◆ WHAT THIS TASK INVOLVES
Reproduce, without alteration, every line of the data; exclude the images.

◆ EXCERPTED RECORDS
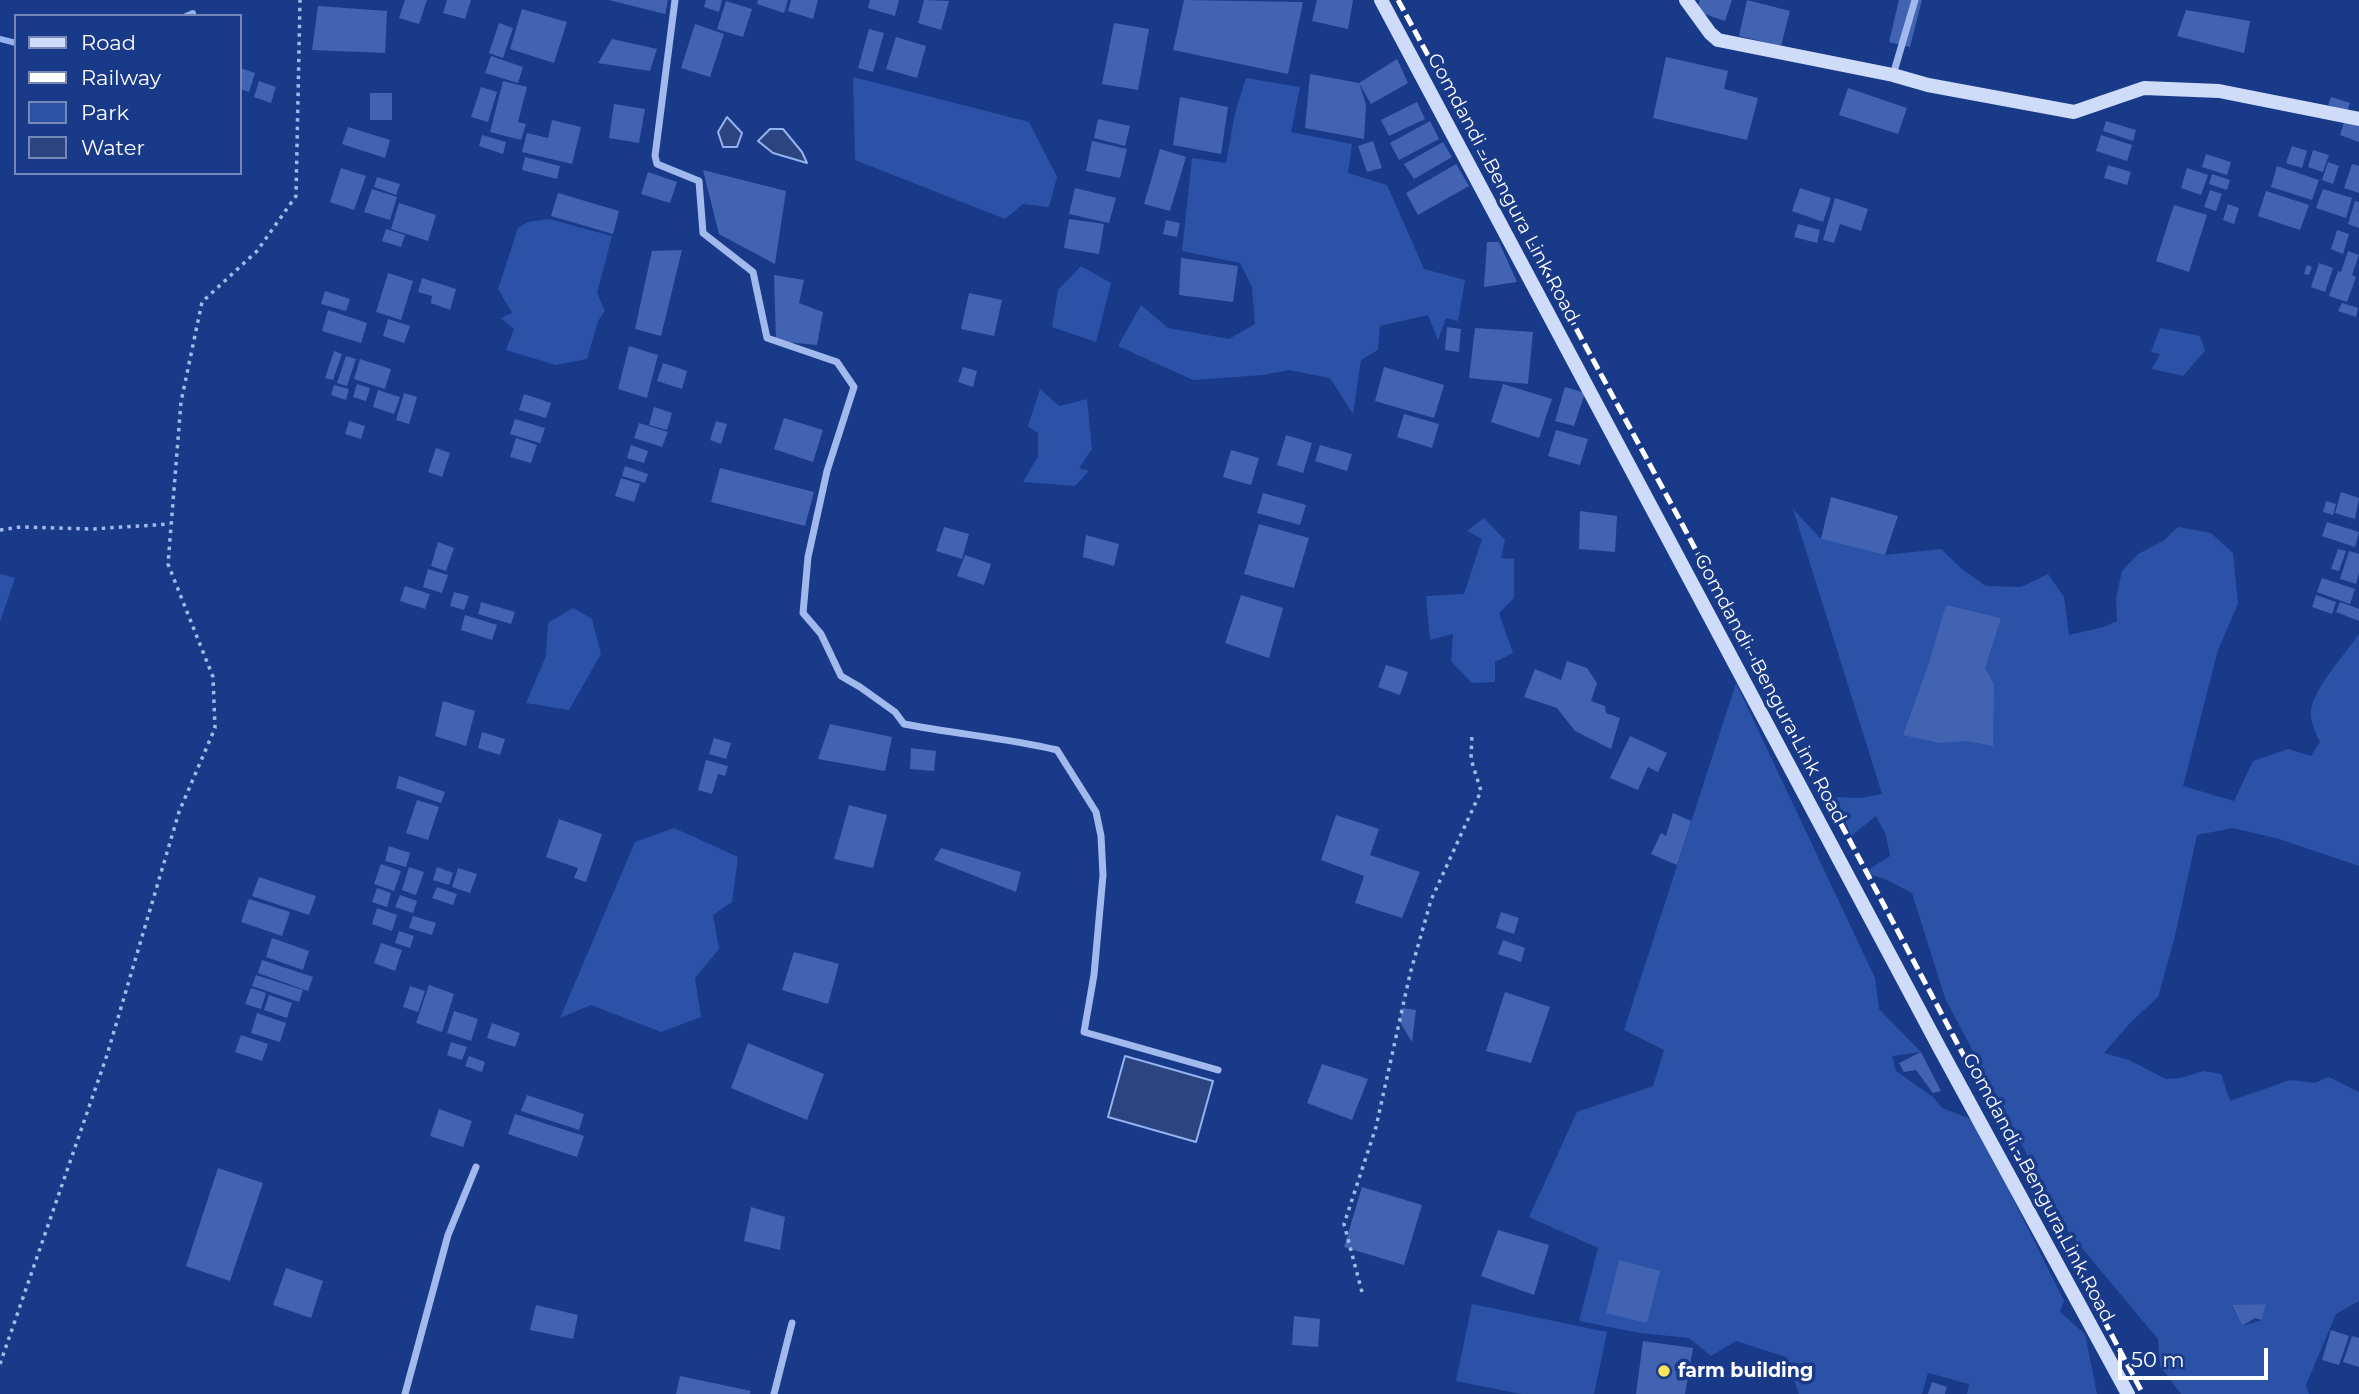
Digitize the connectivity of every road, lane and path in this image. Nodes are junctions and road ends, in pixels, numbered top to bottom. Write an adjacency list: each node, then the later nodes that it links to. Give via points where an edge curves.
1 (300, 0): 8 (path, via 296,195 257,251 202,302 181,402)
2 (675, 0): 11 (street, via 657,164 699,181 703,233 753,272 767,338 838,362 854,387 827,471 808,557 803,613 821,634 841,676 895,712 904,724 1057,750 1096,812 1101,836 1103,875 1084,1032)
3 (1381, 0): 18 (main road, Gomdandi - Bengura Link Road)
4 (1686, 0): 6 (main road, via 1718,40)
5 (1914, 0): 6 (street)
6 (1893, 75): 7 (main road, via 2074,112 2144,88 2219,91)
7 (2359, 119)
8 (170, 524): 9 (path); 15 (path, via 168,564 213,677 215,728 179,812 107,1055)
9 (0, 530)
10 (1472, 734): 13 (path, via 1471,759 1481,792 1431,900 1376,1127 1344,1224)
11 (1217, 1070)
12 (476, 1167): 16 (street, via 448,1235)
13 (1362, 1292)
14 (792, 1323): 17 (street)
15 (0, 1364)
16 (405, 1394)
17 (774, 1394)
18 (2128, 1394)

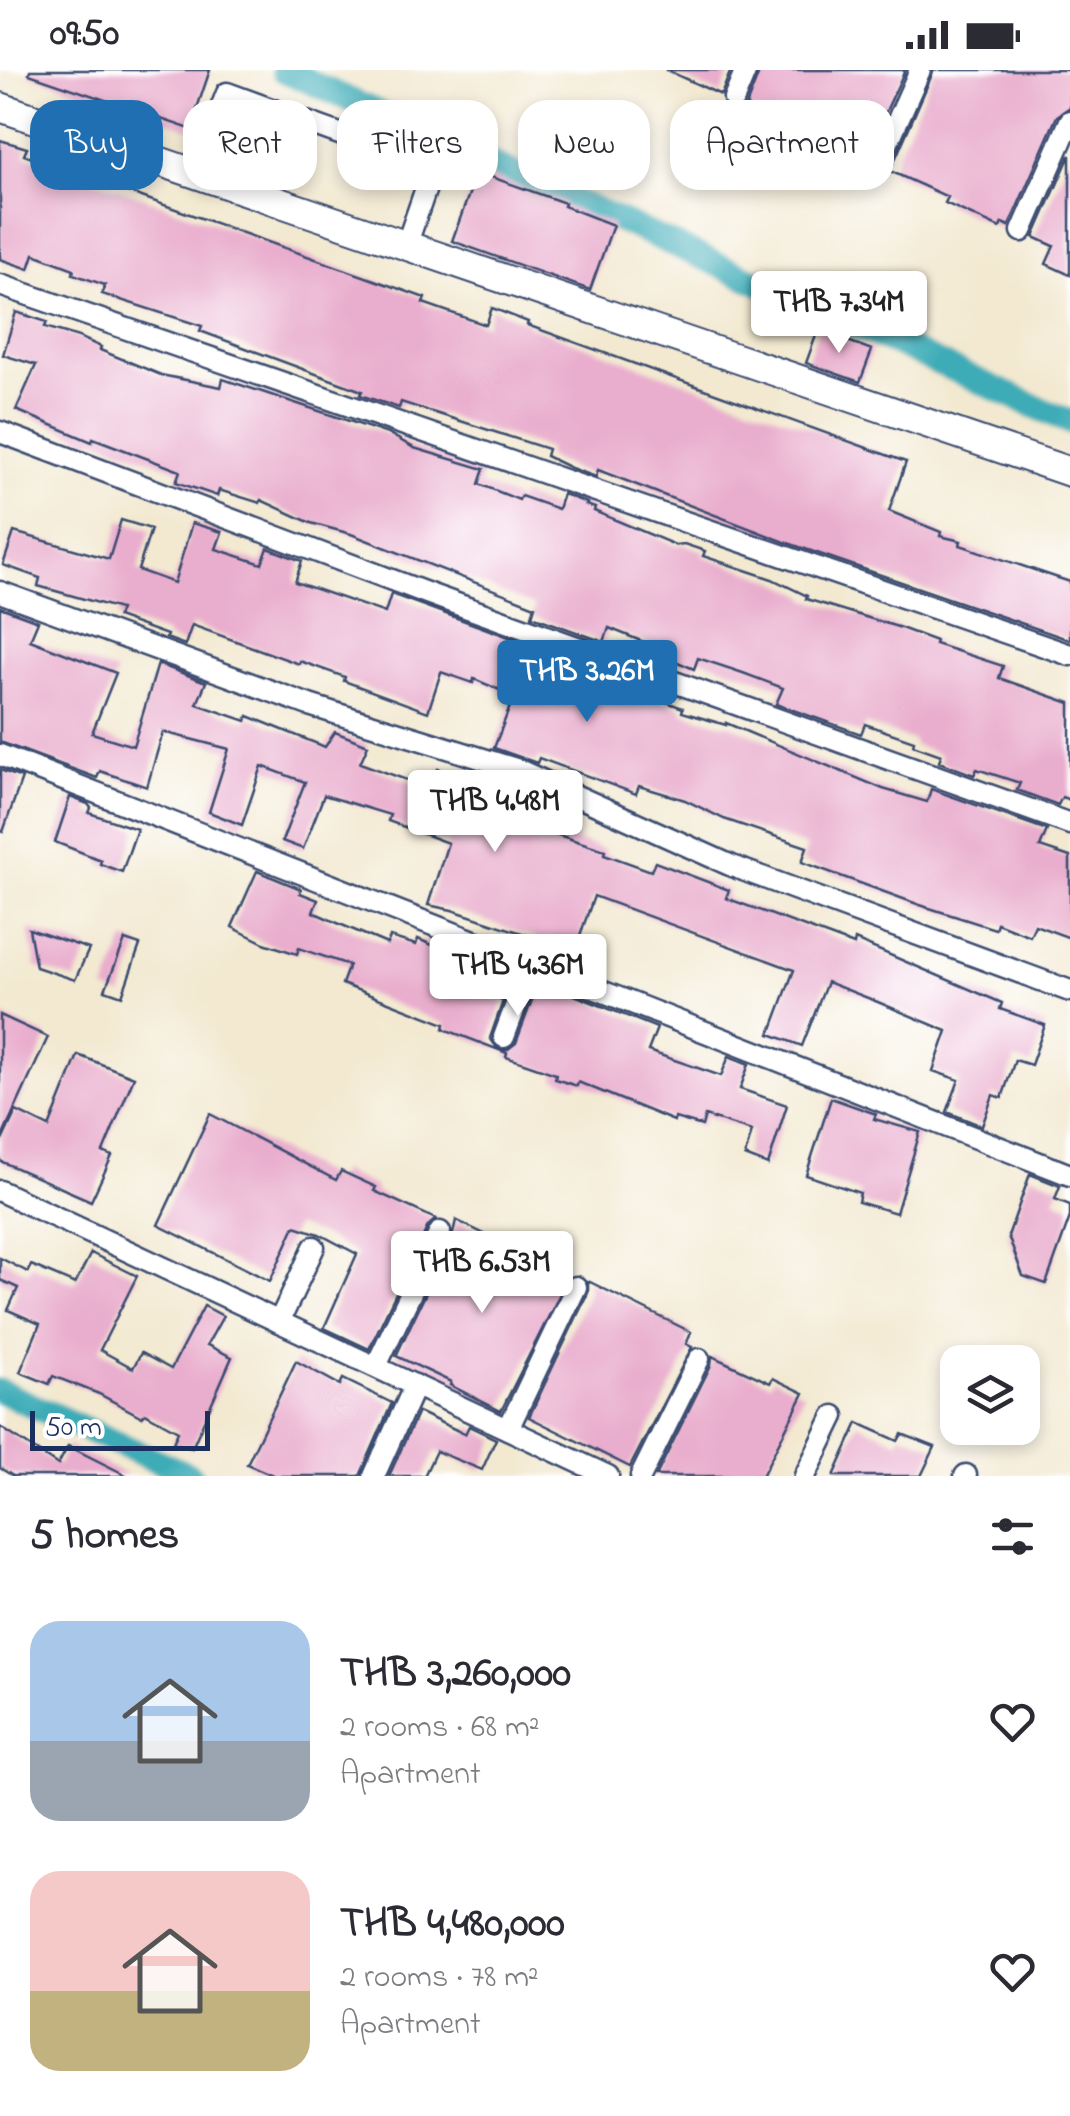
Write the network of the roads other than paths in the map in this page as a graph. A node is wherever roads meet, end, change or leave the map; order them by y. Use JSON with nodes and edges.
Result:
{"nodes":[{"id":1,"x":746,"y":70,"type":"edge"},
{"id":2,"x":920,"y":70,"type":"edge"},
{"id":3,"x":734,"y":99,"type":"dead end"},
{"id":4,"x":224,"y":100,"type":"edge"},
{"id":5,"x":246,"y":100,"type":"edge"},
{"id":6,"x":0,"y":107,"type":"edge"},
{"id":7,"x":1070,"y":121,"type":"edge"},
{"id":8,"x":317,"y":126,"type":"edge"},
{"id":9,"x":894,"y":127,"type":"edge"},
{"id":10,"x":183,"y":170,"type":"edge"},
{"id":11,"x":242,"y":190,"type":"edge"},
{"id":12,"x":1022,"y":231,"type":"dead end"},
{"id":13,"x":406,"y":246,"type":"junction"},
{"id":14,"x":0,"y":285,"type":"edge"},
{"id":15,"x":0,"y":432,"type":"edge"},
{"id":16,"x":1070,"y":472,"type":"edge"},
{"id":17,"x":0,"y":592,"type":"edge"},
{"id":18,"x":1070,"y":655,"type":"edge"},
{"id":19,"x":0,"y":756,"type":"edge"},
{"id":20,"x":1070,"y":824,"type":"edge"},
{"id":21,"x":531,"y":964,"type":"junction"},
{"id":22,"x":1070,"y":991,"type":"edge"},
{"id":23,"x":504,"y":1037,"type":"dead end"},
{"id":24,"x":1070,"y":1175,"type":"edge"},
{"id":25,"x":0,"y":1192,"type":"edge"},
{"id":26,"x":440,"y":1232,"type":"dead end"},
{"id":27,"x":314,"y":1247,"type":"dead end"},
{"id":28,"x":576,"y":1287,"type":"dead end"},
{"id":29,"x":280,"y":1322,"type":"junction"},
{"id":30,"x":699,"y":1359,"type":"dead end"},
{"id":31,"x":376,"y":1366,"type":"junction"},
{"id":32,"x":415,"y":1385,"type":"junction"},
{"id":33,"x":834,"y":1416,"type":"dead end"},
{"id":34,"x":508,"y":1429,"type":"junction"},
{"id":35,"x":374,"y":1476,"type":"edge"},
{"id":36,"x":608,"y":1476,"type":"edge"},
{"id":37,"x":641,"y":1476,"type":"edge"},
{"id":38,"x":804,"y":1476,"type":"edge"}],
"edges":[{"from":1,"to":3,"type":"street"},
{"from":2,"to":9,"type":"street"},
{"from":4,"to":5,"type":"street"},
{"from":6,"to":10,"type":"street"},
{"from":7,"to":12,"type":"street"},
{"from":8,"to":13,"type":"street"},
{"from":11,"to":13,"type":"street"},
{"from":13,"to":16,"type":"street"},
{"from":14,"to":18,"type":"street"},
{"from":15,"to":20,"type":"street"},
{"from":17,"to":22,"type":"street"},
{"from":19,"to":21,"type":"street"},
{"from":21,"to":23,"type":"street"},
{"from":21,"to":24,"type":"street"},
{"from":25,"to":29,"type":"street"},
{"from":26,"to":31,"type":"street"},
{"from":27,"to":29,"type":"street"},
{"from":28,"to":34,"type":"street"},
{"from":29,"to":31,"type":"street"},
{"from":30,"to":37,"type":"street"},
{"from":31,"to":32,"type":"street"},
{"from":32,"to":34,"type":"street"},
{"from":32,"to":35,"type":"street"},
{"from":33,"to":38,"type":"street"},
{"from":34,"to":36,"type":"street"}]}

◆ ANSWER TO THE EXERCISE
Digitize the connectivity of every road, lane and path in this image. Nodes are junctions and road ends, in pixels, numbered top to bottom. Write an adjacency list: each node, then the later nodes that it links to. Give via points where an edge curves.
1 (300, 0): 8 (path, via 296,195 257,251 202,302 181,402)
2 (675, 0): 11 (street, via 657,164 699,181 703,233 753,272 767,338 838,362 854,387 827,471 808,557 803,613 821,634 841,676 895,712 904,724 1057,750 1096,812 1101,836 1103,875 1084,1032)
3 (1381, 0): 18 (main road, Gomdandi - Bengura Link Road)
4 (1686, 0): 6 (main road, via 1718,40)
5 (1914, 0): 6 (street)
6 (1893, 75): 7 (main road, via 2074,112 2144,88 2219,91)
7 (2359, 119)
8 (170, 524): 9 (path); 15 (path, via 168,564 213,677 215,728 179,812 107,1055)
9 (0, 530)
10 (1472, 734): 13 (path, via 1471,759 1481,792 1431,900 1376,1127 1344,1224)
11 (1217, 1070)
12 (476, 1167): 16 (street, via 448,1235)
13 (1362, 1292)
14 (792, 1323): 17 (street)
15 (0, 1364)
16 (405, 1394)
17 (774, 1394)
18 (2128, 1394)

Write the network of the roads other than paths in the map in this page as a graph. A node is wherever roads meet, end, change or leave the map; order them by y. Use JSON with nodes and edges.
Result:
{"nodes":[{"id":1,"x":746,"y":70,"type":"edge"},
{"id":2,"x":920,"y":70,"type":"edge"},
{"id":3,"x":734,"y":99,"type":"dead end"},
{"id":4,"x":224,"y":100,"type":"edge"},
{"id":5,"x":246,"y":100,"type":"edge"},
{"id":6,"x":0,"y":107,"type":"edge"},
{"id":7,"x":1070,"y":121,"type":"edge"},
{"id":8,"x":317,"y":126,"type":"edge"},
{"id":9,"x":894,"y":127,"type":"edge"},
{"id":10,"x":183,"y":170,"type":"edge"},
{"id":11,"x":242,"y":190,"type":"edge"},
{"id":12,"x":1022,"y":231,"type":"dead end"},
{"id":13,"x":406,"y":246,"type":"junction"},
{"id":14,"x":0,"y":285,"type":"edge"},
{"id":15,"x":0,"y":432,"type":"edge"},
{"id":16,"x":1070,"y":472,"type":"edge"},
{"id":17,"x":0,"y":592,"type":"edge"},
{"id":18,"x":1070,"y":655,"type":"edge"},
{"id":19,"x":0,"y":756,"type":"edge"},
{"id":20,"x":1070,"y":824,"type":"edge"},
{"id":21,"x":531,"y":964,"type":"junction"},
{"id":22,"x":1070,"y":991,"type":"edge"},
{"id":23,"x":504,"y":1037,"type":"dead end"},
{"id":24,"x":1070,"y":1175,"type":"edge"},
{"id":25,"x":0,"y":1192,"type":"edge"},
{"id":26,"x":440,"y":1232,"type":"dead end"},
{"id":27,"x":314,"y":1247,"type":"dead end"},
{"id":28,"x":576,"y":1287,"type":"dead end"},
{"id":29,"x":280,"y":1322,"type":"junction"},
{"id":30,"x":699,"y":1359,"type":"dead end"},
{"id":31,"x":376,"y":1366,"type":"junction"},
{"id":32,"x":415,"y":1385,"type":"junction"},
{"id":33,"x":834,"y":1416,"type":"dead end"},
{"id":34,"x":508,"y":1429,"type":"junction"},
{"id":35,"x":374,"y":1476,"type":"edge"},
{"id":36,"x":608,"y":1476,"type":"edge"},
{"id":37,"x":641,"y":1476,"type":"edge"},
{"id":38,"x":804,"y":1476,"type":"edge"}],
"edges":[{"from":1,"to":3,"type":"street"},
{"from":2,"to":9,"type":"street"},
{"from":4,"to":5,"type":"street"},
{"from":6,"to":10,"type":"street"},
{"from":7,"to":12,"type":"street"},
{"from":8,"to":13,"type":"street"},
{"from":11,"to":13,"type":"street"},
{"from":13,"to":16,"type":"street"},
{"from":14,"to":18,"type":"street"},
{"from":15,"to":20,"type":"street"},
{"from":17,"to":22,"type":"street"},
{"from":19,"to":21,"type":"street"},
{"from":21,"to":23,"type":"street"},
{"from":21,"to":24,"type":"street"},
{"from":25,"to":29,"type":"street"},
{"from":26,"to":31,"type":"street"},
{"from":27,"to":29,"type":"street"},
{"from":28,"to":34,"type":"street"},
{"from":29,"to":31,"type":"street"},
{"from":30,"to":37,"type":"street"},
{"from":31,"to":32,"type":"street"},
{"from":32,"to":34,"type":"street"},
{"from":32,"to":35,"type":"street"},
{"from":33,"to":38,"type":"street"},
{"from":34,"to":36,"type":"street"}]}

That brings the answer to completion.